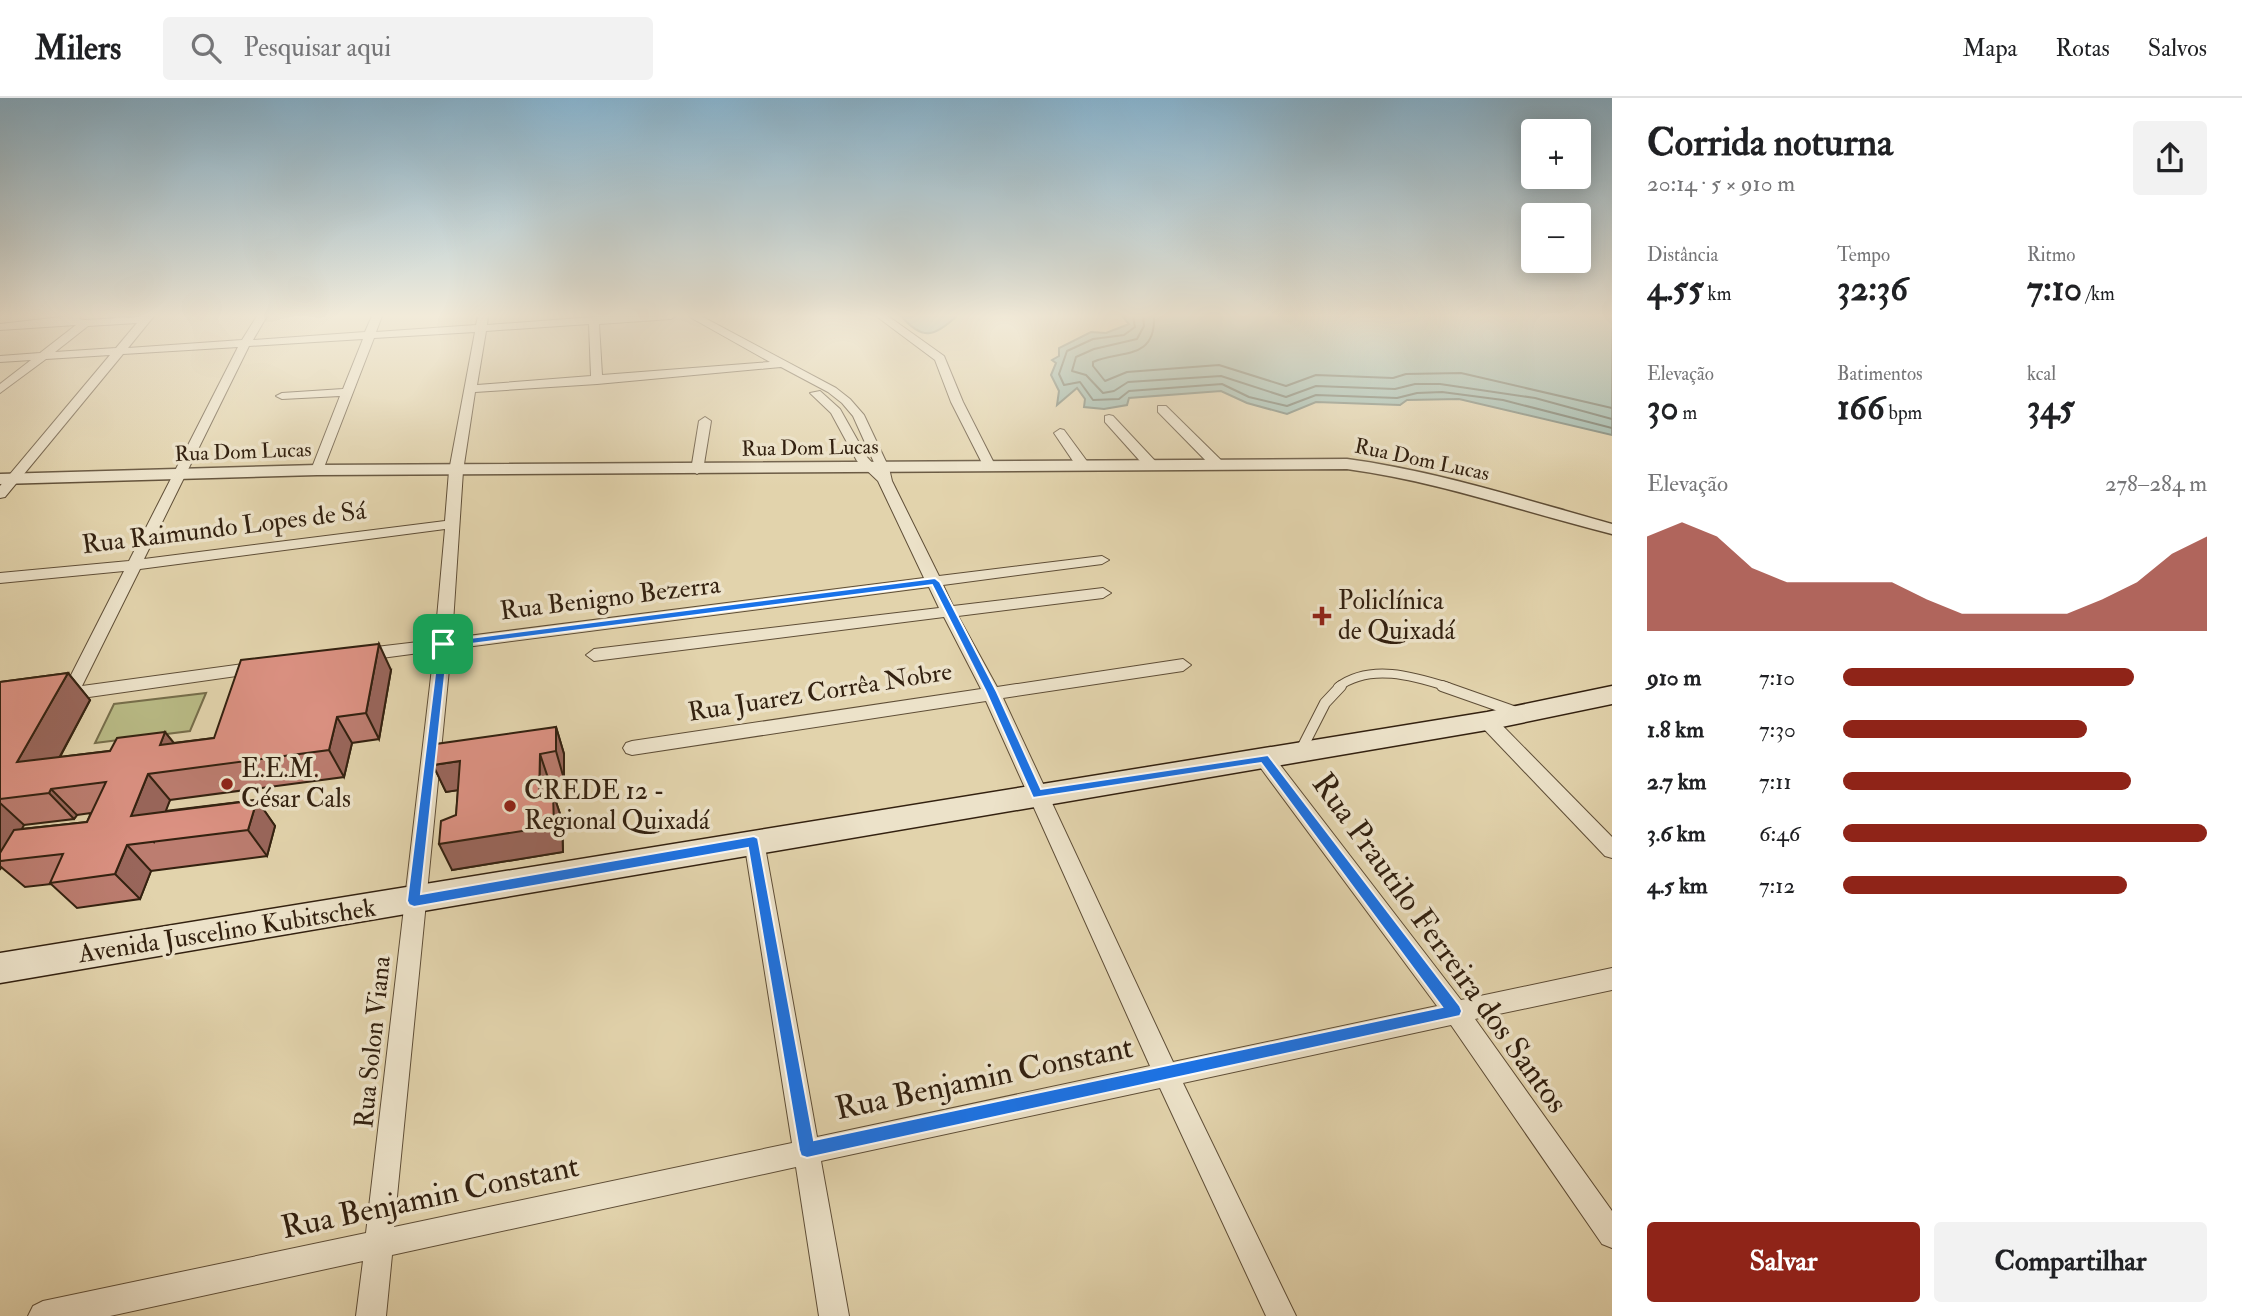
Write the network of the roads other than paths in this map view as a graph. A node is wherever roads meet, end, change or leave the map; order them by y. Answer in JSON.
{"nodes":[{"id":1,"x":21,"y":373,"type":"edge"},
{"id":2,"x":100,"y":373,"type":"edge"},
{"id":3,"x":231,"y":373,"type":"edge"},
{"id":4,"x":355,"y":373,"type":"edge"},
{"id":5,"x":475,"y":373,"type":"edge"},
{"id":6,"x":597,"y":373,"type":"edge"},
{"id":7,"x":690,"y":373,"type":"edge"},
{"id":8,"x":780,"y":373,"type":"edge"},
{"id":9,"x":798,"y":373,"type":"edge"},
{"id":10,"x":946,"y":373,"type":"edge"},
{"id":11,"x":597,"y":381,"type":"junction"},
{"id":12,"x":472,"y":389,"type":"junction"},
{"id":13,"x":0,"y":390,"type":"edge"},
{"id":14,"x":347,"y":392,"type":"junction"},
{"id":15,"x":282,"y":396,"type":"dead end"},
{"id":16,"x":846,"y":401,"type":"junction"},
{"id":17,"x":831,"y":403,"type":"junction"},
{"id":18,"x":1162,"y":409,"type":"dead end"},
{"id":19,"x":1109,"y":419,"type":"dead end"},
{"id":20,"x":705,"y":421,"type":"dead end"},
{"id":21,"x":1060,"y":433,"type":"dead end"},
{"id":22,"x":1219,"y":466,"type":"junction"},
{"id":23,"x":990,"y":467,"type":"junction"},
{"id":24,"x":1084,"y":467,"type":"junction"},
{"id":25,"x":1153,"y":467,"type":"junction"},
{"id":26,"x":317,"y":470,"type":"junction"},
{"id":27,"x":697,"y":470,"type":"junction"},
{"id":28,"x":456,"y":471,"type":"junction"},
{"id":29,"x":878,"y":472,"type":"junction"},
{"id":30,"x":180,"y":474,"type":"junction"},
{"id":31,"x":6,"y":480,"type":"edge"},
{"id":32,"x":0,"y":494,"type":"edge"},
{"id":33,"x":454,"y":524,"type":"junction"},
{"id":34,"x":1612,"y":529,"type":"edge"},
{"id":35,"x":1102,"y":560,"type":"dead end"},
{"id":36,"x":136,"y":565,"type":"junction"},
{"id":37,"x":0,"y":578,"type":"edge"},
{"id":38,"x":935,"y":582,"type":"junction"},
{"id":39,"x":1103,"y":593,"type":"dead end"},
{"id":40,"x":948,"y":611,"type":"junction"},
{"id":41,"x":443,"y":644,"type":"junction"},
{"id":42,"x":594,"y":655,"type":"dead end"},
{"id":43,"x":346,"y":657,"type":"edge"},
{"id":44,"x":1184,"y":665,"type":"dead end"},
{"id":45,"x":277,"y":666,"type":"edge"},
{"id":46,"x":991,"y":692,"type":"junction"},
{"id":47,"x":70,"y":693,"type":"junction"},
{"id":48,"x":1612,"y":695,"type":"edge"},
{"id":49,"x":47,"y":696,"type":"edge"},
{"id":50,"x":1521,"y":714,"type":"junction"},
{"id":51,"x":1487,"y":721,"type":"junction"},
{"id":52,"x":632,"y":748,"type":"dead end"},
{"id":53,"x":1300,"y":752,"type":"junction"},
{"id":54,"x":1264,"y":758,"type":"junction"},
{"id":55,"x":1038,"y":794,"type":"junction"},
{"id":56,"x":754,"y":841,"type":"junction"},
{"id":57,"x":1612,"y":850,"type":"edge"},
{"id":58,"x":414,"y":901,"type":"junction"},
{"id":59,"x":0,"y":968,"type":"edge"},
{"id":60,"x":1612,"y":979,"type":"edge"},
{"id":61,"x":1455,"y":1011,"type":"junction"},
{"id":62,"x":1166,"y":1074,"type":"junction"},
{"id":63,"x":807,"y":1150,"type":"junction"},
{"id":64,"x":1612,"y":1234,"type":"edge"},
{"id":65,"x":379,"y":1242,"type":"junction"},
{"id":66,"x":43,"y":1316,"type":"edge"},
{"id":67,"x":371,"y":1316,"type":"edge"},
{"id":68,"x":834,"y":1316,"type":"edge"},
{"id":69,"x":1281,"y":1316,"type":"edge"}],
"edges":[{"from":1,"to":13,"type":"street"},
{"from":2,"to":31,"type":"street"},
{"from":3,"to":30,"type":"street"},
{"from":4,"to":14,"type":"street"},
{"from":5,"to":12,"type":"street","name":"Rua Solon Viana"},
{"from":6,"to":11,"type":"street"},
{"from":7,"to":11,"type":"street"},
{"from":8,"to":17,"type":"street"},
{"from":9,"to":16,"type":"street"},
{"from":10,"to":23,"type":"street"},
{"from":11,"to":12,"type":"street"},
{"from":12,"to":28,"type":"street","name":"Rua Solon Viana"},
{"from":14,"to":15,"type":"street"},
{"from":14,"to":26,"type":"street"},
{"from":16,"to":17,"type":"street"},
{"from":16,"to":29,"type":"street"},
{"from":17,"to":29,"type":"street"},
{"from":18,"to":22,"type":"street"},
{"from":19,"to":25,"type":"street"},
{"from":20,"to":27,"type":"street"},
{"from":21,"to":24,"type":"street"},
{"from":22,"to":25,"type":"street","name":"Rua Dom Lucas"},
{"from":22,"to":34,"type":"street","name":"Rua Dom Lucas"},
{"from":23,"to":24,"type":"street","name":"Rua Dom Lucas"},
{"from":23,"to":29,"type":"street","name":"Rua Dom Lucas"},
{"from":24,"to":25,"type":"street","name":"Rua Dom Lucas"},
{"from":26,"to":28,"type":"street","name":"Rua Dom Lucas"},
{"from":26,"to":30,"type":"street","name":"Rua Dom Lucas"},
{"from":27,"to":28,"type":"street","name":"Rua Dom Lucas"},
{"from":27,"to":29,"type":"street","name":"Rua Dom Lucas"},
{"from":28,"to":33,"type":"street","name":"Rua Solon Viana"},
{"from":29,"to":38,"type":"street"},
{"from":30,"to":31,"type":"street","name":"Rua Dom Lucas"},
{"from":30,"to":36,"type":"street"},
{"from":31,"to":32,"type":"street"},
{"from":33,"to":36,"type":"street","name":"Rua Raimundo Lopes de Sá"},
{"from":33,"to":41,"type":"street","name":"Rua Solon Viana"},
{"from":35,"to":38,"type":"street","name":"Rua Benigno Bezerra"},
{"from":36,"to":37,"type":"street","name":"Rua Raimundo Lopes de Sá"},
{"from":36,"to":47,"type":"street"},
{"from":38,"to":40,"type":"street"},
{"from":38,"to":41,"type":"street","name":"Rua Benigno Bezerra"},
{"from":39,"to":40,"type":"street"},
{"from":40,"to":42,"type":"street"},
{"from":40,"to":46,"type":"street"},
{"from":41,"to":43,"type":"street","name":"Rua Benigno Bezerra"},
{"from":41,"to":58,"type":"street","name":"Rua Solon Viana"},
{"from":44,"to":46,"type":"street","name":"Rua Juarez Corrêa Nobre"},
{"from":45,"to":47,"type":"street"},
{"from":46,"to":52,"type":"street","name":"Rua Juarez Corrêa Nobre"},
{"from":46,"to":55,"type":"street"},
{"from":47,"to":49,"type":"street"},
{"from":48,"to":50,"type":"main road","name":"Avenida Juscelino Kubitschek"},
{"from":50,"to":51,"type":"main road","name":"Avenida Juscelino Kubitschek"},
{"from":50,"to":53,"type":"lane"},
{"from":51,"to":53,"type":"main road","name":"Avenida Juscelino Kubitschek"},
{"from":51,"to":57,"type":"street"},
{"from":53,"to":54,"type":"main road","name":"Avenida Juscelino Kubitschek"},
{"from":54,"to":55,"type":"main road","name":"Avenida Juscelino Kubitschek"},
{"from":54,"to":61,"type":"street","name":"Rua Prautilo Ferreira dos Santos"},
{"from":55,"to":56,"type":"main road","name":"Avenida Juscelino Kubitschek"},
{"from":55,"to":62,"type":"street"},
{"from":56,"to":58,"type":"main road","name":"Avenida Juscelino Kubitschek"},
{"from":56,"to":63,"type":"street"},
{"from":58,"to":59,"type":"main road","name":"Avenida Juscelino Kubitschek"},
{"from":58,"to":65,"type":"street","name":"Rua Solon Viana"},
{"from":60,"to":61,"type":"street","name":"Rua Benjamin Constant"},
{"from":61,"to":62,"type":"street","name":"Rua Benjamin Constant"},
{"from":61,"to":64,"type":"street","name":"Rua Prautilo Ferreira dos Santos"},
{"from":62,"to":63,"type":"street","name":"Rua Benjamin Constant"},
{"from":62,"to":69,"type":"street"},
{"from":63,"to":65,"type":"street","name":"Rua Benjamin Constant"},
{"from":63,"to":68,"type":"street"},
{"from":65,"to":66,"type":"street","name":"Rua Benjamin Constant"},
{"from":65,"to":67,"type":"street","name":"Rua Solon Viana"}]}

> TASK BRIEF:
Across the listing above, how many lines include the string "Corrêa"? Answer with a single number.

> RESPONSE:
2